:: TASK DESCRIPTION ::
Please transcribe the listing that follows exactly; images are to be excluded.

● ● ● ● ● ● ●

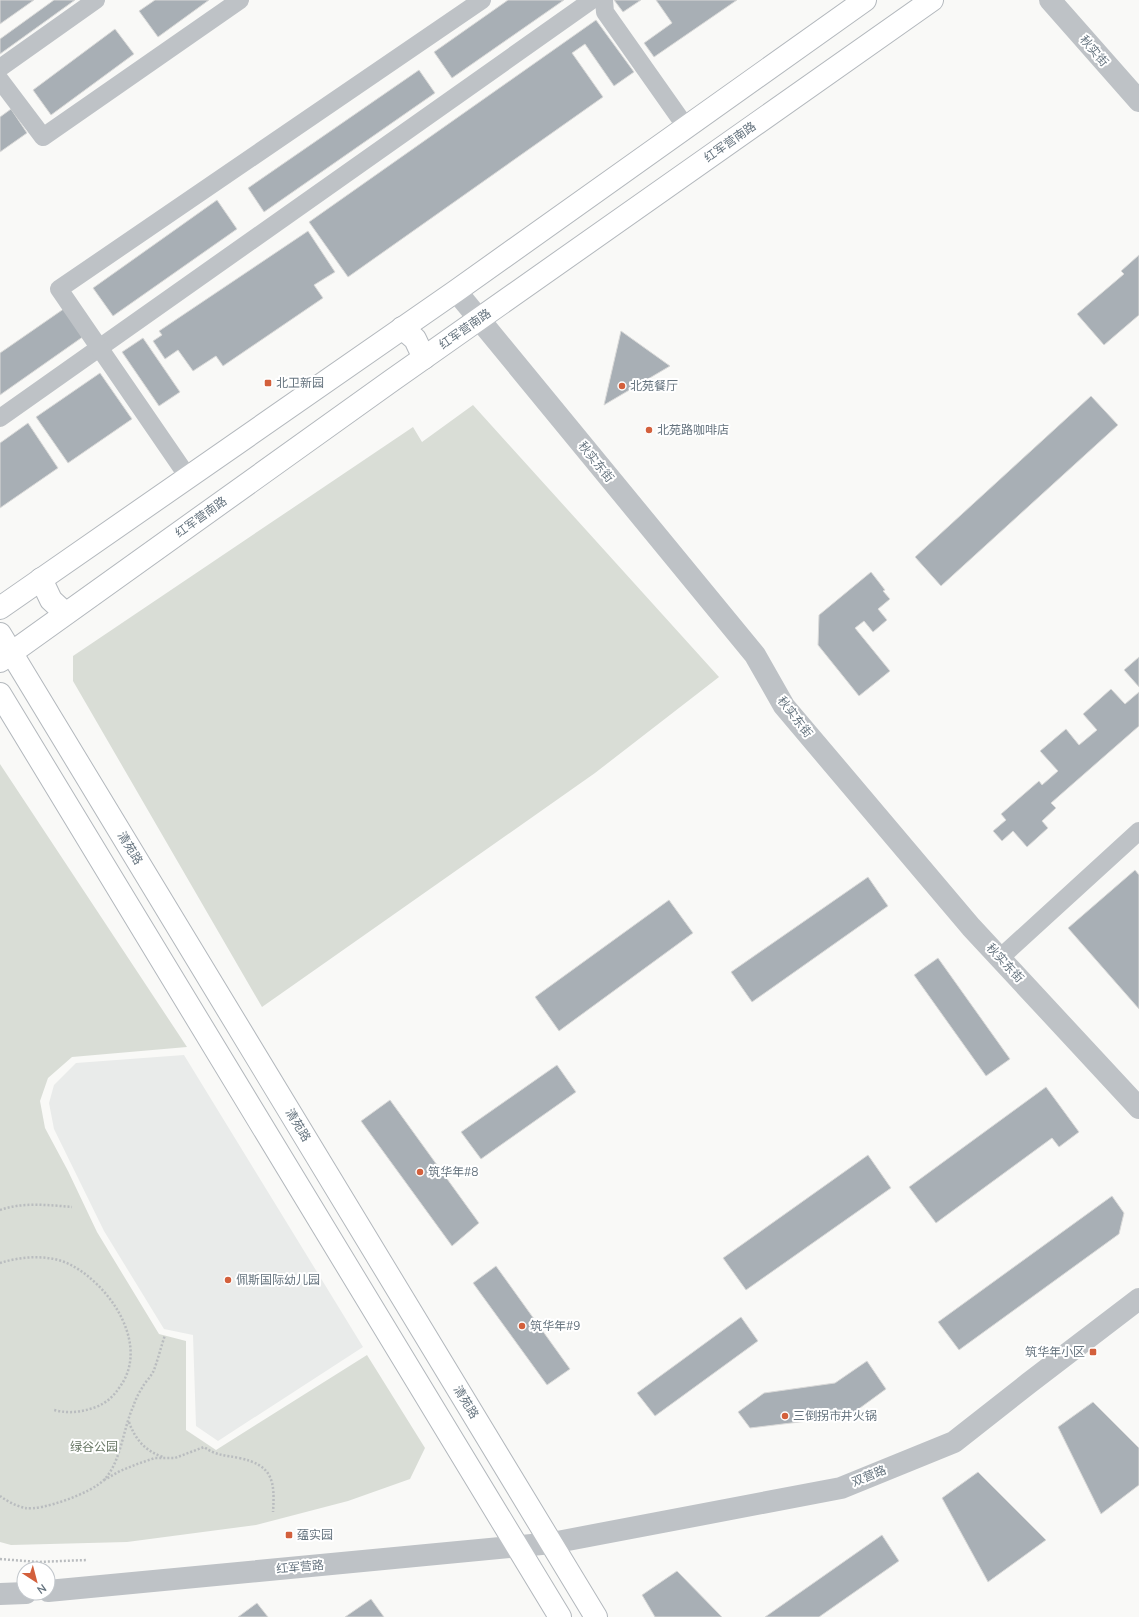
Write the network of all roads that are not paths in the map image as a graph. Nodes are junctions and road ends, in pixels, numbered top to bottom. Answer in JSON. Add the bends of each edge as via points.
{"nodes":[{"id":1,"x":96,"y":0,"type":"edge"},
{"id":2,"x":240,"y":0,"type":"edge"},
{"id":3,"x":482,"y":0,"type":"edge"},
{"id":4,"x":592,"y":0,"type":"edge"},
{"id":5,"x":604,"y":0,"type":"edge"},
{"id":6,"x":865,"y":0,"type":"edge"},
{"id":7,"x":932,"y":0,"type":"edge"},
{"id":8,"x":1050,"y":0,"type":"edge"},
{"id":9,"x":0,"y":68,"type":"edge"},
{"id":10,"x":0,"y":80,"type":"edge"},
{"id":11,"x":1139,"y":102,"type":"edge"},
{"id":12,"x":686,"y":127,"type":"junction"},
{"id":13,"x":456,"y":291,"type":"junction"},
{"id":14,"x":479,"y":319,"type":"junction"},
{"id":15,"x":402,"y":328,"type":"junction"},
{"id":16,"x":99,"y":348,"type":"junction"},
{"id":17,"x":424,"y":358,"type":"junction"},
{"id":18,"x":0,"y":418,"type":"edge"},
{"id":19,"x":188,"y":477,"type":"junction"},
{"id":20,"x":41,"y":579,"type":"junction"},
{"id":21,"x":0,"y":608,"type":"edge"},
{"id":22,"x":65,"y":613,"type":"junction"},
{"id":23,"x":0,"y":634,"type":"edge"},
{"id":24,"x":6,"y":657,"type":"edge"},
{"id":25,"x":0,"y":694,"type":"edge"},
{"id":26,"x":1139,"y":831,"type":"edge"},
{"id":27,"x":1000,"y":958,"type":"junction"},
{"id":28,"x":1139,"y":1108,"type":"edge"},
{"id":29,"x":1139,"y":1300,"type":"edge"},
{"id":30,"x":552,"y":1543,"type":"junction"},
{"id":31,"x":517,"y":1547,"type":"junction"},
{"id":32,"x":56,"y":1590,"type":"edge"},
{"id":33,"x":16,"y":1593,"type":"edge"},
{"id":34,"x":0,"y":1594,"type":"edge"},
{"id":35,"x":560,"y":1617,"type":"edge"},
{"id":36,"x":596,"y":1617,"type":"edge"}],
"edges":[{"from":1,"to":9,"type":"street"},
{"from":2,"to":10,"type":"street","via":[[43,137]]},
{"from":3,"to":16,"type":"street","via":[[59,289]]},
{"from":4,"to":16,"type":"street"},
{"from":5,"to":12,"type":"street","via":[[605,12]]},
{"from":6,"to":12,"type":"main road"},
{"from":7,"to":14,"type":"main road","name":"红军营南路"},
{"from":8,"to":11,"type":"street","name":"秋实街"},
{"from":12,"to":13,"type":"main road"},
{"from":13,"to":14,"type":"street","name":"秋实东街"},
{"from":13,"to":15,"type":"main road"},
{"from":14,"to":17,"type":"main road","name":"红军营南路"},
{"from":14,"to":27,"type":"street","name":"秋实东街","via":[[755,655],[784,706]]},
{"from":15,"to":17,"type":"main road","via":[[415,339]]},
{"from":15,"to":19,"type":"main road"},
{"from":16,"to":18,"type":"street"},
{"from":16,"to":19,"type":"street"},
{"from":17,"to":22,"type":"main road","name":"红军营南路"},
{"from":19,"to":20,"type":"main road"},
{"from":20,"to":21,"type":"main road"},
{"from":20,"to":22,"type":"main road","via":[[50,600]]},
{"from":22,"to":24,"type":"main road","name":"红军营南路"},
{"from":23,"to":24,"type":"main road","name":"清苑路"},
{"from":24,"to":30,"type":"main road","name":"清苑路"},
{"from":25,"to":31,"type":"main road"},
{"from":26,"to":27,"type":"street"},
{"from":27,"to":28,"type":"street","name":"秋实东街"},
{"from":29,"to":30,"type":"street","name":"双营路","via":[[954,1442],[841,1488]]},
{"from":30,"to":31,"type":"street","name":"红军营路"},
{"from":30,"to":36,"type":"main road","name":"清苑路"},
{"from":31,"to":32,"type":"street","name":"红军营路"},
{"from":31,"to":35,"type":"main road"},
{"from":33,"to":34,"type":"street"}]}
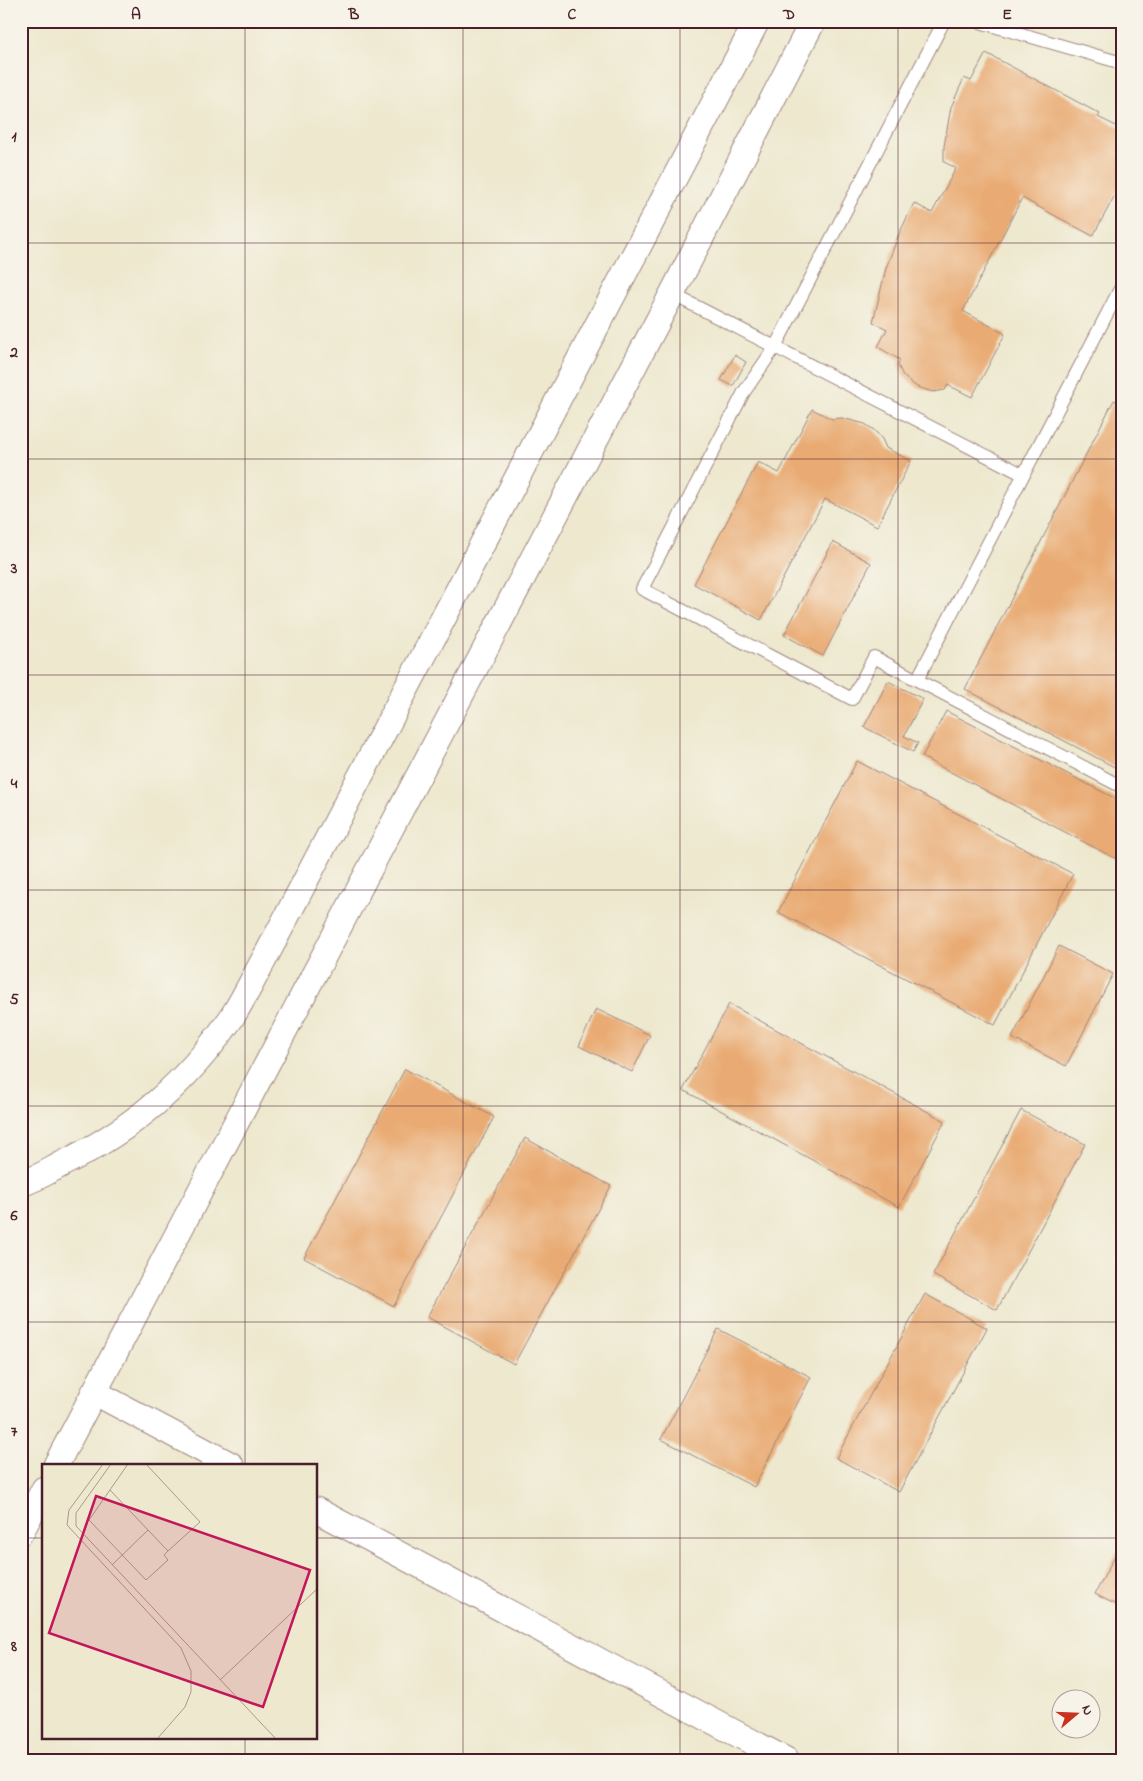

● ● ● ● ● ● ●

:: RESULT OF THIS TASK ::
Write the network of all roads that are not paths in the map image as a graph. Nodes are junctions and road ends, in pixels, numbered top to bottom. Answer in JSON. Add the bends of each edge as via points.
{"nodes":[{"id":1,"x":96,"y":0,"type":"edge"},
{"id":2,"x":240,"y":0,"type":"edge"},
{"id":3,"x":482,"y":0,"type":"edge"},
{"id":4,"x":592,"y":0,"type":"edge"},
{"id":5,"x":604,"y":0,"type":"edge"},
{"id":6,"x":865,"y":0,"type":"edge"},
{"id":7,"x":932,"y":0,"type":"edge"},
{"id":8,"x":1050,"y":0,"type":"edge"},
{"id":9,"x":0,"y":68,"type":"edge"},
{"id":10,"x":0,"y":80,"type":"edge"},
{"id":11,"x":1139,"y":102,"type":"edge"},
{"id":12,"x":686,"y":127,"type":"junction"},
{"id":13,"x":456,"y":291,"type":"junction"},
{"id":14,"x":479,"y":319,"type":"junction"},
{"id":15,"x":402,"y":328,"type":"junction"},
{"id":16,"x":99,"y":348,"type":"junction"},
{"id":17,"x":424,"y":358,"type":"junction"},
{"id":18,"x":0,"y":418,"type":"edge"},
{"id":19,"x":188,"y":477,"type":"junction"},
{"id":20,"x":41,"y":579,"type":"junction"},
{"id":21,"x":0,"y":608,"type":"edge"},
{"id":22,"x":65,"y":613,"type":"junction"},
{"id":23,"x":0,"y":634,"type":"edge"},
{"id":24,"x":6,"y":657,"type":"edge"},
{"id":25,"x":0,"y":694,"type":"edge"},
{"id":26,"x":1139,"y":831,"type":"edge"},
{"id":27,"x":1000,"y":958,"type":"junction"},
{"id":28,"x":1139,"y":1108,"type":"edge"},
{"id":29,"x":1139,"y":1300,"type":"edge"},
{"id":30,"x":552,"y":1543,"type":"junction"},
{"id":31,"x":517,"y":1547,"type":"junction"},
{"id":32,"x":56,"y":1590,"type":"edge"},
{"id":33,"x":16,"y":1593,"type":"edge"},
{"id":34,"x":0,"y":1594,"type":"edge"},
{"id":35,"x":560,"y":1617,"type":"edge"},
{"id":36,"x":596,"y":1617,"type":"edge"}],
"edges":[{"from":1,"to":9,"type":"street"},
{"from":2,"to":10,"type":"street","via":[[43,137]]},
{"from":3,"to":16,"type":"street","via":[[59,289]]},
{"from":4,"to":16,"type":"street"},
{"from":5,"to":12,"type":"street","via":[[605,12]]},
{"from":6,"to":12,"type":"main road"},
{"from":7,"to":14,"type":"main road","name":"红军营南路"},
{"from":8,"to":11,"type":"street","name":"秋实街"},
{"from":12,"to":13,"type":"main road"},
{"from":13,"to":14,"type":"street","name":"秋实东街"},
{"from":13,"to":15,"type":"main road"},
{"from":14,"to":17,"type":"main road","name":"红军营南路"},
{"from":14,"to":27,"type":"street","name":"秋实东街","via":[[755,655],[784,706]]},
{"from":15,"to":17,"type":"main road","via":[[415,339]]},
{"from":15,"to":19,"type":"main road"},
{"from":16,"to":18,"type":"street"},
{"from":16,"to":19,"type":"street"},
{"from":17,"to":22,"type":"main road","name":"红军营南路"},
{"from":19,"to":20,"type":"main road"},
{"from":20,"to":21,"type":"main road"},
{"from":20,"to":22,"type":"main road","via":[[50,600]]},
{"from":22,"to":24,"type":"main road","name":"红军营南路"},
{"from":23,"to":24,"type":"main road","name":"清苑路"},
{"from":24,"to":30,"type":"main road","name":"清苑路"},
{"from":25,"to":31,"type":"main road"},
{"from":26,"to":27,"type":"street"},
{"from":27,"to":28,"type":"street","name":"秋实东街"},
{"from":29,"to":30,"type":"street","name":"双营路","via":[[954,1442],[841,1488]]},
{"from":30,"to":31,"type":"street","name":"红军营路"},
{"from":30,"to":36,"type":"main road","name":"清苑路"},
{"from":31,"to":32,"type":"street","name":"红军营路"},
{"from":31,"to":35,"type":"main road"},
{"from":33,"to":34,"type":"street"}]}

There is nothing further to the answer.